▶ [RECORDS FOR PROCESSING]:

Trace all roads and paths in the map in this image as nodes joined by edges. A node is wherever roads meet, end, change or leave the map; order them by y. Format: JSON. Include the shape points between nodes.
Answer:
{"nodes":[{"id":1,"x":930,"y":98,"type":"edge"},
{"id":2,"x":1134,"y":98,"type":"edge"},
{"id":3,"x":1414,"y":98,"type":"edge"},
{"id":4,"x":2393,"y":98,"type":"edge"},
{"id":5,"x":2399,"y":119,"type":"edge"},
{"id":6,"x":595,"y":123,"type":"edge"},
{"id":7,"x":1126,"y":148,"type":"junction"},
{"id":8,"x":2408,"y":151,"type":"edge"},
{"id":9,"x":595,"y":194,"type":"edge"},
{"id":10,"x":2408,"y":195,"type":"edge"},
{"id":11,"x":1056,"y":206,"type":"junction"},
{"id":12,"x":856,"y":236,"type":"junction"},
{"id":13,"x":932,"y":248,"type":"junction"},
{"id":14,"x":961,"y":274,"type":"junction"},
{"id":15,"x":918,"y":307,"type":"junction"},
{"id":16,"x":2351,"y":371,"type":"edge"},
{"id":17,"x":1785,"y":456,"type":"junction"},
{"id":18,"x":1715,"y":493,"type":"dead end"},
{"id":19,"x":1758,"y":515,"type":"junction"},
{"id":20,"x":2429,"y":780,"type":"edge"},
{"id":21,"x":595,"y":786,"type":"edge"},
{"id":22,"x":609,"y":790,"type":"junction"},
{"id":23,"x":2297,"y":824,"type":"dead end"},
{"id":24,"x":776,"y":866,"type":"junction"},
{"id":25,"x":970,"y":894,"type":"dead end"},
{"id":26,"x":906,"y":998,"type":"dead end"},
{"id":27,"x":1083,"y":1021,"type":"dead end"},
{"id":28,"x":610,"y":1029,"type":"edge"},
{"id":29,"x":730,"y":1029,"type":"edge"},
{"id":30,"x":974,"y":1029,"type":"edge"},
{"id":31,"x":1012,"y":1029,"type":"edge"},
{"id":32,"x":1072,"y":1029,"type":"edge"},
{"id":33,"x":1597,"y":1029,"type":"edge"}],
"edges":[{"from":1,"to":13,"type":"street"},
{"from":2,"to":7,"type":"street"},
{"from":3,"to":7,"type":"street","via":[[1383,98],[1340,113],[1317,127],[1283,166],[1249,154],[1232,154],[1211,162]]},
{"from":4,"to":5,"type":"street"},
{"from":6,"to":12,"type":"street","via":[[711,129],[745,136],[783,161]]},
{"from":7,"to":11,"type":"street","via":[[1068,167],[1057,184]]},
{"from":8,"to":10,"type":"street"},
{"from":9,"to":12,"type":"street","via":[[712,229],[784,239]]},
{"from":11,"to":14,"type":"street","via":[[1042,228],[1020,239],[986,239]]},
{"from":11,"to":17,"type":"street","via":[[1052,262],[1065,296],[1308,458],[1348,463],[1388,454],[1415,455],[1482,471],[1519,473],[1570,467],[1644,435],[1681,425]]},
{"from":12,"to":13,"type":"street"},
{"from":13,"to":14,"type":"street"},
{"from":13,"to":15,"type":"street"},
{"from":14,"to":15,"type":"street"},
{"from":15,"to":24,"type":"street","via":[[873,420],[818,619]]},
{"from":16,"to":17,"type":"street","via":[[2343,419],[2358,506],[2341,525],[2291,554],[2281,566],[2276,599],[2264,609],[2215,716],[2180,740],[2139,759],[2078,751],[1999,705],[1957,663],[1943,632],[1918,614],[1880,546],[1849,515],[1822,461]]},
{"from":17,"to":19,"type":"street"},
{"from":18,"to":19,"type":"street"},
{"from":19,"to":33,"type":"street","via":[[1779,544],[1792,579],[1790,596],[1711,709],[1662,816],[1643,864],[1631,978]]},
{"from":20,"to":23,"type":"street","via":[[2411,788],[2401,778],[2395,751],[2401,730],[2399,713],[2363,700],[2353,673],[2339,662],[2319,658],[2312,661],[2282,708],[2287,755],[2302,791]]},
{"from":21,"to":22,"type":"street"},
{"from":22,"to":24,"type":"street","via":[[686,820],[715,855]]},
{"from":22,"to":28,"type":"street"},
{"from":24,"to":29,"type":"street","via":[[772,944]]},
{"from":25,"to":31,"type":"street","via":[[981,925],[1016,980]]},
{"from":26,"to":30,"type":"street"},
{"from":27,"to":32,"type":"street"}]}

▶ [PROMPT]:
Every entry must come back exactly as written above.

▶ [ANSWER SECTION]:
Trace all roads and paths in the map in this image as nodes joined by edges. A node is wherever roads meet, end, change or leave the map; order them by y. Format: JSON. Include the shape points between nodes.
Answer:
{"nodes":[{"id":1,"x":930,"y":98,"type":"edge"},
{"id":2,"x":1134,"y":98,"type":"edge"},
{"id":3,"x":1414,"y":98,"type":"edge"},
{"id":4,"x":2393,"y":98,"type":"edge"},
{"id":5,"x":2399,"y":119,"type":"edge"},
{"id":6,"x":595,"y":123,"type":"edge"},
{"id":7,"x":1126,"y":148,"type":"junction"},
{"id":8,"x":2408,"y":151,"type":"edge"},
{"id":9,"x":595,"y":194,"type":"edge"},
{"id":10,"x":2408,"y":195,"type":"edge"},
{"id":11,"x":1056,"y":206,"type":"junction"},
{"id":12,"x":856,"y":236,"type":"junction"},
{"id":13,"x":932,"y":248,"type":"junction"},
{"id":14,"x":961,"y":274,"type":"junction"},
{"id":15,"x":918,"y":307,"type":"junction"},
{"id":16,"x":2351,"y":371,"type":"edge"},
{"id":17,"x":1785,"y":456,"type":"junction"},
{"id":18,"x":1715,"y":493,"type":"dead end"},
{"id":19,"x":1758,"y":515,"type":"junction"},
{"id":20,"x":2429,"y":780,"type":"edge"},
{"id":21,"x":595,"y":786,"type":"edge"},
{"id":22,"x":609,"y":790,"type":"junction"},
{"id":23,"x":2297,"y":824,"type":"dead end"},
{"id":24,"x":776,"y":866,"type":"junction"},
{"id":25,"x":970,"y":894,"type":"dead end"},
{"id":26,"x":906,"y":998,"type":"dead end"},
{"id":27,"x":1083,"y":1021,"type":"dead end"},
{"id":28,"x":610,"y":1029,"type":"edge"},
{"id":29,"x":730,"y":1029,"type":"edge"},
{"id":30,"x":974,"y":1029,"type":"edge"},
{"id":31,"x":1012,"y":1029,"type":"edge"},
{"id":32,"x":1072,"y":1029,"type":"edge"},
{"id":33,"x":1597,"y":1029,"type":"edge"}],
"edges":[{"from":1,"to":13,"type":"street"},
{"from":2,"to":7,"type":"street"},
{"from":3,"to":7,"type":"street","via":[[1383,98],[1340,113],[1317,127],[1283,166],[1249,154],[1232,154],[1211,162]]},
{"from":4,"to":5,"type":"street"},
{"from":6,"to":12,"type":"street","via":[[711,129],[745,136],[783,161]]},
{"from":7,"to":11,"type":"street","via":[[1068,167],[1057,184]]},
{"from":8,"to":10,"type":"street"},
{"from":9,"to":12,"type":"street","via":[[712,229],[784,239]]},
{"from":11,"to":14,"type":"street","via":[[1042,228],[1020,239],[986,239]]},
{"from":11,"to":17,"type":"street","via":[[1052,262],[1065,296],[1308,458],[1348,463],[1388,454],[1415,455],[1482,471],[1519,473],[1570,467],[1644,435],[1681,425]]},
{"from":12,"to":13,"type":"street"},
{"from":13,"to":14,"type":"street"},
{"from":13,"to":15,"type":"street"},
{"from":14,"to":15,"type":"street"},
{"from":15,"to":24,"type":"street","via":[[873,420],[818,619]]},
{"from":16,"to":17,"type":"street","via":[[2343,419],[2358,506],[2341,525],[2291,554],[2281,566],[2276,599],[2264,609],[2215,716],[2180,740],[2139,759],[2078,751],[1999,705],[1957,663],[1943,632],[1918,614],[1880,546],[1849,515],[1822,461]]},
{"from":17,"to":19,"type":"street"},
{"from":18,"to":19,"type":"street"},
{"from":19,"to":33,"type":"street","via":[[1779,544],[1792,579],[1790,596],[1711,709],[1662,816],[1643,864],[1631,978]]},
{"from":20,"to":23,"type":"street","via":[[2411,788],[2401,778],[2395,751],[2401,730],[2399,713],[2363,700],[2353,673],[2339,662],[2319,658],[2312,661],[2282,708],[2287,755],[2302,791]]},
{"from":21,"to":22,"type":"street"},
{"from":22,"to":24,"type":"street","via":[[686,820],[715,855]]},
{"from":22,"to":28,"type":"street"},
{"from":24,"to":29,"type":"street","via":[[772,944]]},
{"from":25,"to":31,"type":"street","via":[[981,925],[1016,980]]},
{"from":26,"to":30,"type":"street"},
{"from":27,"to":32,"type":"street"}]}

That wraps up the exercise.